The value of variables can be modified through the setVariable request.

Lifetime of Objects References

Some complex structural objects such as scopes or variables are not returned directly with their containers (stack frames, scopes, variables), but must be retrieved with separate scopes and variables requests based on object references. An object reference is an integer in the open interval (0, 231) assigned to objects by the debug adapter.

To simplify the management of object references in debug adapters, their lifetime is limited to the current suspended state. Once execution resumes, object references become invalid and DAP clients must not use them. When execution is paused again, object references no longer refer to the same objects. This means that a debug adapter can easily use sequentially assigned integers for different objects and reset the counter to 1 when execution resumes.

Variable references not related to the current suspended state, such as those from evaluate requests or in output events, should be preserved as long as feasible for the debug adapter so that the client may later inspect them.

Please note that other object references like threadId do not have limited lifetime because that would prevent something like the pause request from working in the running state.

Supporting threads

Whenever the generic debugger receives a stopped or a thread event, the development tool requests all threads that exist at that point in time. Thread events are optional, but a debug adapter can send them to force the development tool to update the threads UI dynamically even when not in a stopped state. If a debug adapter decides not to emit Thread events, the thread UI in the development tool will only update if a stopped event is received.

After a successful launch or attach, the development tool requests the baseline of currently existing threads with the threads request and then starts to listen for thread events to detect new or terminated threads. Even if a debug adapter does not support multiple threads, it must implement the threads request and return a single (dummy) thread. The thread id must be used in all requests which refer to a thread, e.g. stacktrace, pause, continue, next, stepIn, and stepOut.

Debug session end

When the development tool ends a debug session, the sequence of events is slightly different based on whether the session has been initially “launched” or “attached”:

  • Debuggee launched: if a debug adapter supports the terminate request, the development tool uses it to terminate the debuggee gracefully, i.e. it gives the debuggee a chance to cleanup everything before terminating. If the debuggee does not terminate but continues to run (or hits a breakpoint), the debug session will continue, but if the development tool tries again to terminate the debuggee, it will then use the disconnect request to end the debug session unconditionally. The disconnect request is expected to terminate the debuggee (and any child processes) forcefully.
  • Debuggee attached: If the debuggee has been “attached” initially, the development tool issues a disconnect request.
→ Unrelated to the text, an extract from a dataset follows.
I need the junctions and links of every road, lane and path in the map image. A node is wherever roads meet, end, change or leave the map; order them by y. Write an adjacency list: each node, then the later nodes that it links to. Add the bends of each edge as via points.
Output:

This should detach the debugger from the debuggee but will allow it to continue.

In all situations where a debug adapter wants to end the debug session, a terminated event must be fired.
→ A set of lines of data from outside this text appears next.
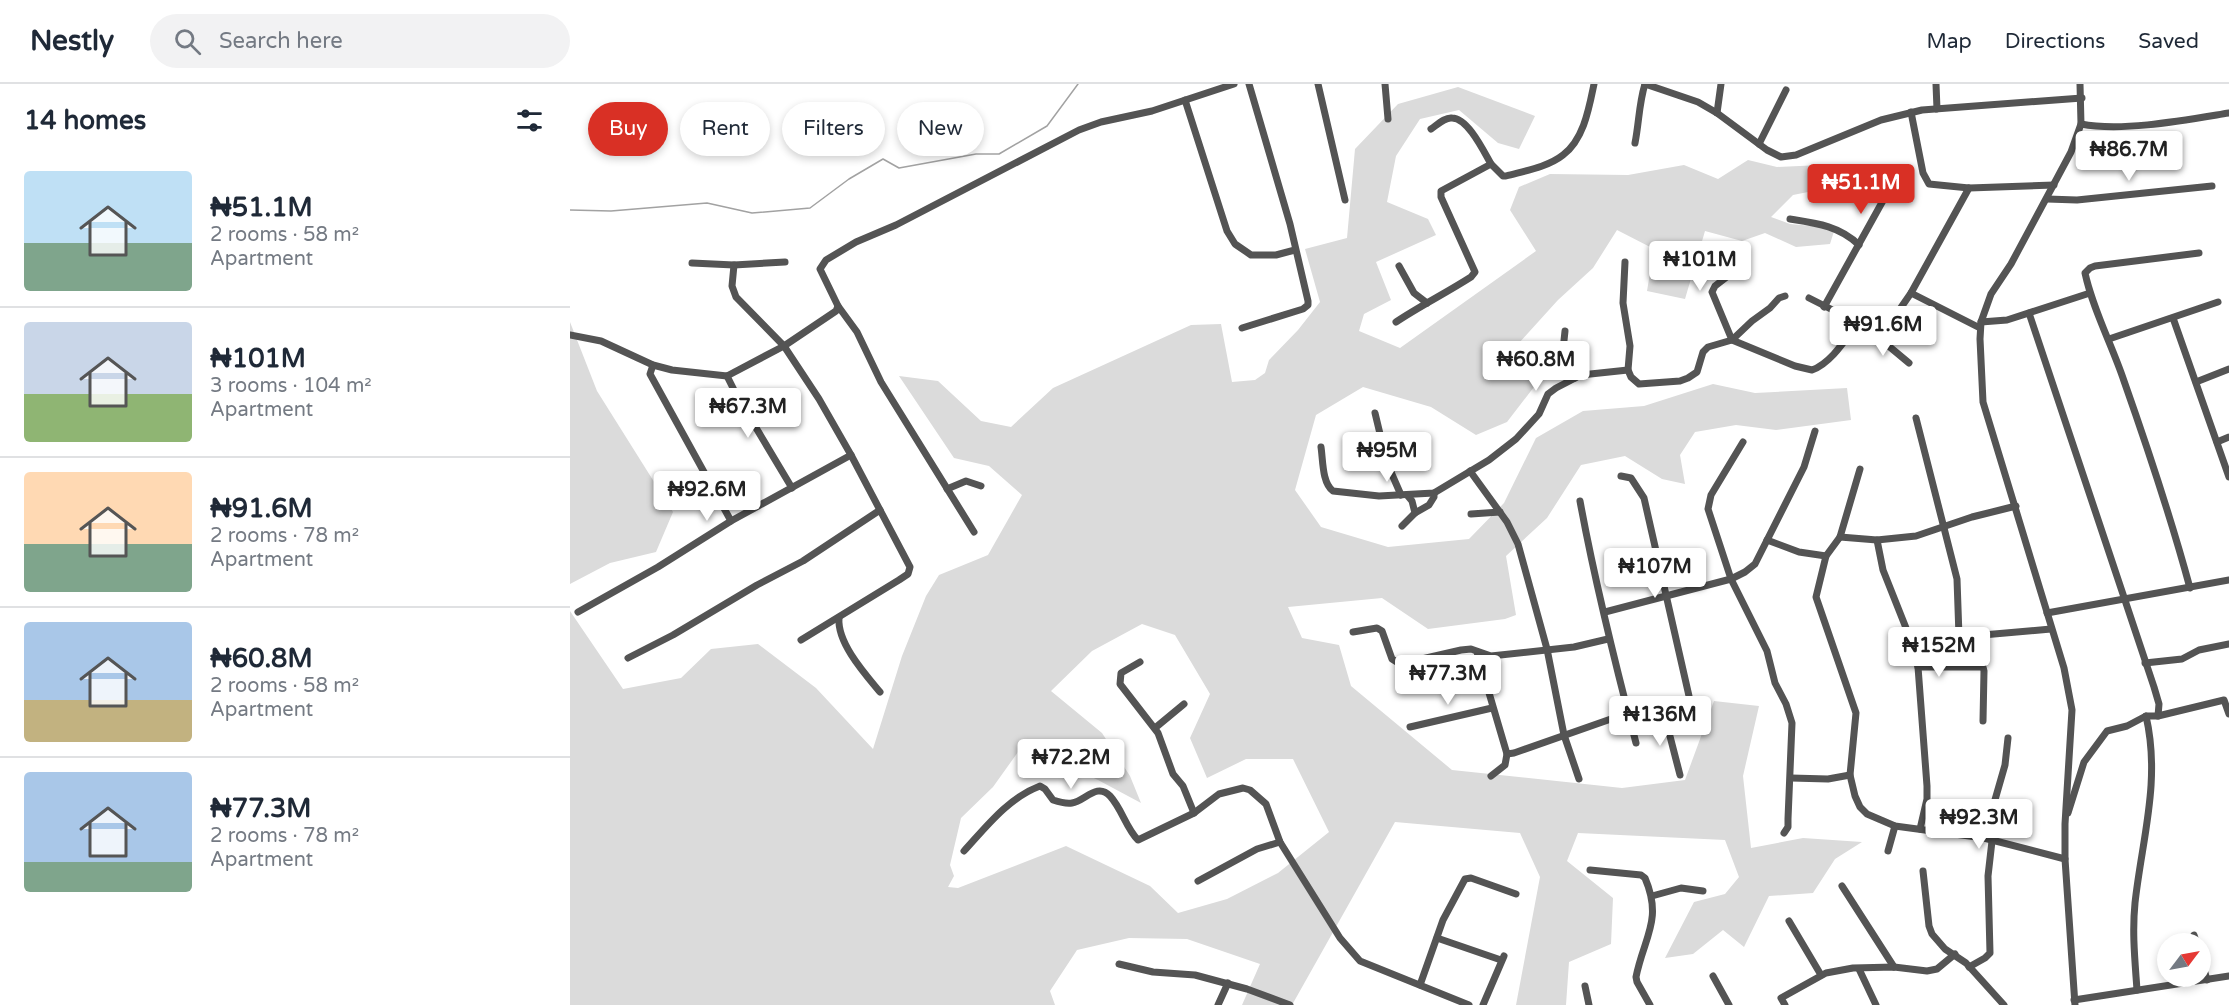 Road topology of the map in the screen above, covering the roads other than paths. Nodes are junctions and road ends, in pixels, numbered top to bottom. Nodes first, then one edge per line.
1 (1234, 84) edge
2 (1249, 84) edge
3 (1318, 84) edge
4 (1385, 84) edge
5 (1594, 84) edge
6 (1645, 84) edge
7 (1721, 84) edge
8 (1936, 84) edge
9 (2080, 84) edge
10 (1786, 90) dead end
11 (2082, 98) junction
12 (1185, 100) junction
13 (1937, 109) junction
14 (1911, 112) junction
15 (1717, 113) junction
16 (2229, 113) edge
17 (1388, 119) dead end
18 (2081, 124) junction
19 (1431, 129) dead end
20 (1635, 142) dead end
21 (1759, 144) junction
22 (1491, 164) junction
23 (2054, 185) junction
24 (2211, 186) dead end
25 (1969, 188) junction
26 (1885, 197) dead end
27 (2047, 198) junction
28 (1345, 200) dead end
29 (1790, 219) dead end
30 (1859, 245) junction
31 (1295, 250) junction
32 (2199, 253) dead end
33 (1625, 261) dead end
34 (785, 262) dead end
35 (1746, 262) dead end
36 (692, 263) dead end
37 (734, 265) junction
38 (1399, 266) dead end
39 (1911, 293) junction
40 (2090, 293) junction
41 (1785, 296) dead end
42 (1417, 297) junction
43 (1809, 298) dead end
44 (2218, 302) dead end
45 (1427, 303) junction
46 (838, 306) junction
47 (1419, 307) junction
48 (1824, 307) junction
49 (2029, 313) junction
50 (2173, 318) junction
51 (1396, 322) dead end
52 (1857, 324) junction
53 (1981, 325) junction
54 (1242, 328) dead end
55 (1564, 331) dead end
56 (570, 335) edge
57 (1882, 336) junction
58 (2109, 339) junction
59 (1732, 340) junction
60 (784, 346) junction
61 (1909, 363) dead end
62 (653, 365) junction
63 (1628, 369) junction
64 (2229, 369) edge
65 (728, 376) junction
66 (1575, 378) junction
67 (2196, 382) junction
68 (1375, 413) dead end
69 (1916, 418) dead end
70 (1815, 430) dead end
71 (2229, 437) edge
72 (1743, 442) dead end
73 (2217, 442) junction
74 (1321, 447) dead end
75 (851, 455) junction
76 (1860, 469) dead end
77 (1470, 471) junction
78 (1621, 476) dead end
79 (2229, 477) edge
80 (981, 486) dead end
81 (792, 488) junction
82 (947, 489) junction
83 (1434, 493) junction
84 (1408, 497) junction
85 (1580, 501) dead end
86 (2016, 506) junction
87 (880, 510) junction
88 (1500, 512) junction
89 (1415, 513) junction
90 (1471, 514) dead end
91 (731, 522) junction
92 (1945, 525) junction
93 (1402, 526) dead end
94 (974, 532) dead end
95 (1840, 537) junction
96 (1767, 540) junction
97 (1877, 540) junction
98 (1826, 556) junction
99 (1731, 579) junction
100 (2229, 580) edge
101 (2190, 588) junction
102 (1667, 596) junction
103 (2124, 600) junction
104 (578, 612) dead end
105 (1605, 612) junction
106 (2047, 613) junction
107 (839, 618) junction
108 (2051, 628) junction
109 (1353, 632) dead end
110 (1960, 637) junction
111 (1608, 639) junction
112 (801, 640) dead end
113 (2229, 644) edge
114 (1547, 649) junction
115 (1477, 652) junction
116 (628, 658) dead end
117 (1140, 662) dead end
118 (2145, 663) junction
119 (1960, 665) junction
120 (1918, 667) junction
121 (880, 692) dead end
122 (1184, 704) dead end
123 (1492, 708) junction
124 (1664, 714) junction
125 (2229, 714) edge
126 (1629, 716) junction
127 (2146, 716) junction
128 (2158, 716) junction
129 (1983, 722) dead end
130 (1410, 727) dead end
131 (1155, 728) junction
132 (1564, 735) junction
133 (2008, 738) dead end
134 (1636, 743) dead end
135 (1506, 754) junction
136 (1680, 775) dead end
137 (1850, 775) junction
138 (1491, 776) dead end
139 (1791, 778) junction
140 (1579, 779) dead end
141 (1194, 813) junction
142 (2065, 824) junction
143 (1895, 826) junction
144 (1920, 829) junction
145 (1784, 833) dead end
146 (1988, 839) junction
147 (1280, 842) junction
148 (964, 851) dead end
149 (1888, 851) dead end
150 (2065, 859) junction
151 (1590, 870) dead end
152 (1923, 871) dead end
153 (1198, 881) dead end
154 (1842, 886) dead end
155 (1703, 891) dead end
156 (1516, 894) dead end
157 (1652, 896) junction
158 (1788, 921) dead end
159 (1437, 938) junction
160 (1955, 954) junction
161 (1119, 964) dead end
162 (1894, 967) junction
163 (1969, 967) junction
164 (1858, 969) junction
165 (1821, 975) junction
166 (1713, 976) dead end
167 (2229, 976) edge
168 (2211, 979) edge
169 (1228, 983) junction
170 (1420, 985) junction
171 (1585, 986) dead end
172 (2158, 987) edge
173 (2137, 990) junction
174 (2075, 1003) edge
175 (1218, 1005) edge
176 (1290, 1005) edge
177 (1469, 1005) edge
178 (1483, 1005) edge
179 (1588, 1005) edge
180 (1650, 1005) edge
181 (1729, 1005) edge
182 (1785, 1005) edge
183 (1876, 1005) edge
184 (2004, 1005) edge

1 - 12 street
2 - 31 street
3 - 28 street
4 - 17 street
5 - 22 street
6 - 15 street
6 - 20 street
7 - 15 street
8 - 13 street
9 - 11 street
10 - 21 street
11 - 13 street
11 - 18 street
12 - 31 street
12 - 46 street
13 - 14 street
14 - 21 street
14 - 25 street
15 - 21 street
16 - 18 street
18 - 23 street
19 - 22 street
22 - 45 street
23 - 25 street
23 - 27 street
24 - 27 street
25 - 39 street
26 - 30 street
27 - 53 street
29 - 30 street
30 - 48 street
31 - 54 street
32 - 40 street
33 - 63 street
34 - 37 street
35 - 59 street
36 - 37 street
37 - 60 street
38 - 42 street
39 - 53 street
39 - 57 street
40 - 49 street
40 - 58 street
41 - 59 street
42 - 45 street
42 - 47 street
43 - 48 street
44 - 50 street
45 - 47 street
46 - 60 street
46 - 82 street
47 - 51 street
48 - 52 street
49 - 53 street
49 - 103 street
50 - 58 street
50 - 67 street
52 - 57 street
52 - 59 street
53 - 86 street
55 - 66 street
56 - 62 street
57 - 61 street
58 - 101 street
59 - 63 street
60 - 65 street
60 - 75 street
62 - 65 street
62 - 91 street
63 - 66 street
64 - 67 street
65 - 81 street
66 - 77 street
67 - 73 street
68 - 84 street
69 - 92 street
70 - 96 street
71 - 73 street
72 - 99 street
73 - 79 street
74 - 84 street
75 - 81 street
75 - 87 street
76 - 95 street
77 - 83 street
77 - 88 street
78 - 102 street
80 - 82 street
81 - 91 street
82 - 94 street
83 - 84 street
83 - 89 street
84 - 89 street
85 - 105 street
86 - 92 street
86 - 106 street
87 - 107 street
87 - 116 street
88 - 90 street
88 - 114 street
89 - 93 street
91 - 104 street
92 - 97 street
92 - 110 street
95 - 97 street
95 - 98 street
96 - 98 street
96 - 99 street
97 - 120 street
98 - 137 street
99 - 102 street
99 - 139 street
100 - 101 street
101 - 103 street
102 - 105 street
102 - 124 street
103 - 106 street
103 - 118 street
105 - 111 street
106 - 108 street
107 - 112 street
107 - 121 street
108 - 110 street
108 - 142 street
109 - 115 street
110 - 119 street
111 - 114 street
111 - 126 street
113 - 118 street
114 - 115 street
114 - 132 street
115 - 123 street
117 - 131 street
118 - 128 street
119 - 120 street
119 - 129 street
120 - 144 street
122 - 131 street
123 - 130 street
123 - 135 street
124 - 126 street
124 - 136 street
125 - 128 street
126 - 132 street
126 - 134 street
127 - 128 street
127 - 142 street
127 - 173 street
131 - 141 street
132 - 135 street
132 - 140 street
133 - 146 street
135 - 138 street
137 - 139 street
137 - 143 street
139 - 145 street
141 - 147 street
141 - 148 street
142 - 150 street
143 - 144 street
143 - 149 street
144 - 146 street
146 - 150 street
146 - 163 street
147 - 153 street
147 - 170 street
150 - 174 street
151 - 157 street
152 - 160 street
154 - 162 street
155 - 157 street
156 - 159 street
157 - 180 street
158 - 165 street
159 - 170 street
159 - 178 street
160 - 162 street
160 - 163 street
161 - 169 street
162 - 164 street
163 - 184 street
164 - 165 street
164 - 183 street
165 - 182 street
166 - 181 street
167 - 168 street
169 - 175 street
169 - 176 street
170 - 177 street
171 - 179 street
172 - 173 street
173 - 174 street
If the debuggee has ended (and the debug adapter is able to detect this), an optional exited event can be issued to return the exit code to the development tool.

This diagram summarizes the sequence of request and events for a hypothetical debug adapter for gdb: stop-continue-terminate

Libraries (SDKs) for DAP providers and consumers

To simplify the implementation of debug adapters, there are libraries or SDKs:

  • Debug Adapter SDKs for the different implementation languages there is an SDK to implement a debug adapter in a particular language. For example, to implement a debug adapter using Node.js there is the debug adapter npm module.